>>
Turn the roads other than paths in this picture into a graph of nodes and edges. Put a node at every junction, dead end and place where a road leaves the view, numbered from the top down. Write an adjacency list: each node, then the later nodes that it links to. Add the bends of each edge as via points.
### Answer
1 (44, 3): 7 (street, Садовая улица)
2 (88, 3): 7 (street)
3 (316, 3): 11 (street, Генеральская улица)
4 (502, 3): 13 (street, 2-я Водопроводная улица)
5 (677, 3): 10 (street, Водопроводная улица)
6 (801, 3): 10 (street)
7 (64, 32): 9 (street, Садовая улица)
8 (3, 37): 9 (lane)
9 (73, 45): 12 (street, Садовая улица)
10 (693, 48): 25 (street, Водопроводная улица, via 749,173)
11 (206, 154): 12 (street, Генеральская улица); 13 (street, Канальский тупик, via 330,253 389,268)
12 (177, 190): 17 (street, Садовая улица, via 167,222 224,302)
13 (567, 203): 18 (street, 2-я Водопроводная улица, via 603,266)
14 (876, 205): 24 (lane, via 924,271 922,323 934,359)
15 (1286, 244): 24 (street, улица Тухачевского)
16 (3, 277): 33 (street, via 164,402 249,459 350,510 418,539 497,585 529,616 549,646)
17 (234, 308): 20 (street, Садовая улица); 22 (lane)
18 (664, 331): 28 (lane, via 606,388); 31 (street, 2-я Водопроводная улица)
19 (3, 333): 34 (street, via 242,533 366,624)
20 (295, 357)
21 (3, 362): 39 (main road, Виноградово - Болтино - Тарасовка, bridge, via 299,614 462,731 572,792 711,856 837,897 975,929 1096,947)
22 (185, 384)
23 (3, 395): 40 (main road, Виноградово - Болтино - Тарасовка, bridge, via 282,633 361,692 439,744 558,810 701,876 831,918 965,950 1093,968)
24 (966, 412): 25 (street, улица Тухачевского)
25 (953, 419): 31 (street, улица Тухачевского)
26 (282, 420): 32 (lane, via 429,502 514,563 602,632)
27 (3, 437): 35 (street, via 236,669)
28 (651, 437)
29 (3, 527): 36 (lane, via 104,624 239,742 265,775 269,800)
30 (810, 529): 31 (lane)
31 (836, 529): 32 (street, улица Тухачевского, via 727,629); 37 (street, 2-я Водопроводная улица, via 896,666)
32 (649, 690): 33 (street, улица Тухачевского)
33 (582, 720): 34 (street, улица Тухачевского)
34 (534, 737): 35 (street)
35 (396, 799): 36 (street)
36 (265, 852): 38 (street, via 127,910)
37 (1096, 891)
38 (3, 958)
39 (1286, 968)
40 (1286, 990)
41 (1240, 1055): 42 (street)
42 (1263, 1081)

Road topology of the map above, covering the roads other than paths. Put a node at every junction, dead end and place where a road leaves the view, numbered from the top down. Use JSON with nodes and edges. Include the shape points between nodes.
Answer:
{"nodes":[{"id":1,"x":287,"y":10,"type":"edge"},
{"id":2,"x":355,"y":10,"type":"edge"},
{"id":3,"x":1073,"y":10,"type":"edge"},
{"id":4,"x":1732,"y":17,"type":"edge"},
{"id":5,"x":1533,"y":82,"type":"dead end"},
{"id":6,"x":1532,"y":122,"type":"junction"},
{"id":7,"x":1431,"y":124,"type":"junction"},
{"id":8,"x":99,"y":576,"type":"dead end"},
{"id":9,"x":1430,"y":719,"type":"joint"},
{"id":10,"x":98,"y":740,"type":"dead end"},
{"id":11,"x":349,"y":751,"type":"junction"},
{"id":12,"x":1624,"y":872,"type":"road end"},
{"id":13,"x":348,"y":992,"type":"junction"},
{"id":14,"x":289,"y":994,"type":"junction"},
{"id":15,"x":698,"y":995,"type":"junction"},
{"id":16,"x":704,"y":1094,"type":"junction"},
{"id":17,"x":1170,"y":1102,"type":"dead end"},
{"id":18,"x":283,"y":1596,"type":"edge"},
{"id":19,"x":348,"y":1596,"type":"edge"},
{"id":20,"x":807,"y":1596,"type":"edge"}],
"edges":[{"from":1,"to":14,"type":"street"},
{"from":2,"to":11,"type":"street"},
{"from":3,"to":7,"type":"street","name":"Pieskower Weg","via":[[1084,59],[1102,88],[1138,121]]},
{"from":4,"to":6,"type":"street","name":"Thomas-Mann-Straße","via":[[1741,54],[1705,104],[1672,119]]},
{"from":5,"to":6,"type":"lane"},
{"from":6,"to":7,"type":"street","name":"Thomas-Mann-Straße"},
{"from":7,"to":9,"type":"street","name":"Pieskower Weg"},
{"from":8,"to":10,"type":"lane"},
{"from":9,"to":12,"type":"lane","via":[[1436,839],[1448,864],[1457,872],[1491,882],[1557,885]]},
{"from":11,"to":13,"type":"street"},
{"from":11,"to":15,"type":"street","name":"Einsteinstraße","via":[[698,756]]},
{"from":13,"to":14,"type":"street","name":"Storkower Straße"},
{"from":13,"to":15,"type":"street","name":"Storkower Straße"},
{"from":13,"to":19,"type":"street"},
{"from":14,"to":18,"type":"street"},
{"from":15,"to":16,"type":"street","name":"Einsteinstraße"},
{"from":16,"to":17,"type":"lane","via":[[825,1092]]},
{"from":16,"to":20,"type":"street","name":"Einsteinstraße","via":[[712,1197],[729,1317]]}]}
<<
Task goal: Extract every line above exactly as it stands.

Reply to the exercise:
Turn the roads other than paths in this picture into a graph of nodes and edges. Put a node at every junction, dead end and place where a road leaves the view, numbered from the top down. Write an adjacency list: each node, then the later nodes that it links to. Add the bends of each edge as via points.
### Answer
1 (44, 3): 7 (street, Садовая улица)
2 (88, 3): 7 (street)
3 (316, 3): 11 (street, Генеральская улица)
4 (502, 3): 13 (street, 2-я Водопроводная улица)
5 (677, 3): 10 (street, Водопроводная улица)
6 (801, 3): 10 (street)
7 (64, 32): 9 (street, Садовая улица)
8 (3, 37): 9 (lane)
9 (73, 45): 12 (street, Садовая улица)
10 (693, 48): 25 (street, Водопроводная улица, via 749,173)
11 (206, 154): 12 (street, Генеральская улица); 13 (street, Канальский тупик, via 330,253 389,268)
12 (177, 190): 17 (street, Садовая улица, via 167,222 224,302)
13 (567, 203): 18 (street, 2-я Водопроводная улица, via 603,266)
14 (876, 205): 24 (lane, via 924,271 922,323 934,359)
15 (1286, 244): 24 (street, улица Тухачевского)
16 (3, 277): 33 (street, via 164,402 249,459 350,510 418,539 497,585 529,616 549,646)
17 (234, 308): 20 (street, Садовая улица); 22 (lane)
18 (664, 331): 28 (lane, via 606,388); 31 (street, 2-я Водопроводная улица)
19 (3, 333): 34 (street, via 242,533 366,624)
20 (295, 357)
21 (3, 362): 39 (main road, Виноградово - Болтино - Тарасовка, bridge, via 299,614 462,731 572,792 711,856 837,897 975,929 1096,947)
22 (185, 384)
23 (3, 395): 40 (main road, Виноградово - Болтино - Тарасовка, bridge, via 282,633 361,692 439,744 558,810 701,876 831,918 965,950 1093,968)
24 (966, 412): 25 (street, улица Тухачевского)
25 (953, 419): 31 (street, улица Тухачевского)
26 (282, 420): 32 (lane, via 429,502 514,563 602,632)
27 (3, 437): 35 (street, via 236,669)
28 (651, 437)
29 (3, 527): 36 (lane, via 104,624 239,742 265,775 269,800)
30 (810, 529): 31 (lane)
31 (836, 529): 32 (street, улица Тухачевского, via 727,629); 37 (street, 2-я Водопроводная улица, via 896,666)
32 (649, 690): 33 (street, улица Тухачевского)
33 (582, 720): 34 (street, улица Тухачевского)
34 (534, 737): 35 (street)
35 (396, 799): 36 (street)
36 (265, 852): 38 (street, via 127,910)
37 (1096, 891)
38 (3, 958)
39 (1286, 968)
40 (1286, 990)
41 (1240, 1055): 42 (street)
42 (1263, 1081)

Road topology of the map above, covering the roads other than paths. Put a node at every junction, dead end and place where a road leaves the view, numbered from the top down. Use JSON with nodes and edges. Include the shape points between nodes.
Answer:
{"nodes":[{"id":1,"x":287,"y":10,"type":"edge"},
{"id":2,"x":355,"y":10,"type":"edge"},
{"id":3,"x":1073,"y":10,"type":"edge"},
{"id":4,"x":1732,"y":17,"type":"edge"},
{"id":5,"x":1533,"y":82,"type":"dead end"},
{"id":6,"x":1532,"y":122,"type":"junction"},
{"id":7,"x":1431,"y":124,"type":"junction"},
{"id":8,"x":99,"y":576,"type":"dead end"},
{"id":9,"x":1430,"y":719,"type":"joint"},
{"id":10,"x":98,"y":740,"type":"dead end"},
{"id":11,"x":349,"y":751,"type":"junction"},
{"id":12,"x":1624,"y":872,"type":"road end"},
{"id":13,"x":348,"y":992,"type":"junction"},
{"id":14,"x":289,"y":994,"type":"junction"},
{"id":15,"x":698,"y":995,"type":"junction"},
{"id":16,"x":704,"y":1094,"type":"junction"},
{"id":17,"x":1170,"y":1102,"type":"dead end"},
{"id":18,"x":283,"y":1596,"type":"edge"},
{"id":19,"x":348,"y":1596,"type":"edge"},
{"id":20,"x":807,"y":1596,"type":"edge"}],
"edges":[{"from":1,"to":14,"type":"street"},
{"from":2,"to":11,"type":"street"},
{"from":3,"to":7,"type":"street","name":"Pieskower Weg","via":[[1084,59],[1102,88],[1138,121]]},
{"from":4,"to":6,"type":"street","name":"Thomas-Mann-Straße","via":[[1741,54],[1705,104],[1672,119]]},
{"from":5,"to":6,"type":"lane"},
{"from":6,"to":7,"type":"street","name":"Thomas-Mann-Straße"},
{"from":7,"to":9,"type":"street","name":"Pieskower Weg"},
{"from":8,"to":10,"type":"lane"},
{"from":9,"to":12,"type":"lane","via":[[1436,839],[1448,864],[1457,872],[1491,882],[1557,885]]},
{"from":11,"to":13,"type":"street"},
{"from":11,"to":15,"type":"street","name":"Einsteinstraße","via":[[698,756]]},
{"from":13,"to":14,"type":"street","name":"Storkower Straße"},
{"from":13,"to":15,"type":"street","name":"Storkower Straße"},
{"from":13,"to":19,"type":"street"},
{"from":14,"to":18,"type":"street"},
{"from":15,"to":16,"type":"street","name":"Einsteinstraße"},
{"from":16,"to":17,"type":"lane","via":[[825,1092]]},
{"from":16,"to":20,"type":"street","name":"Einsteinstraße","via":[[712,1197],[729,1317]]}]}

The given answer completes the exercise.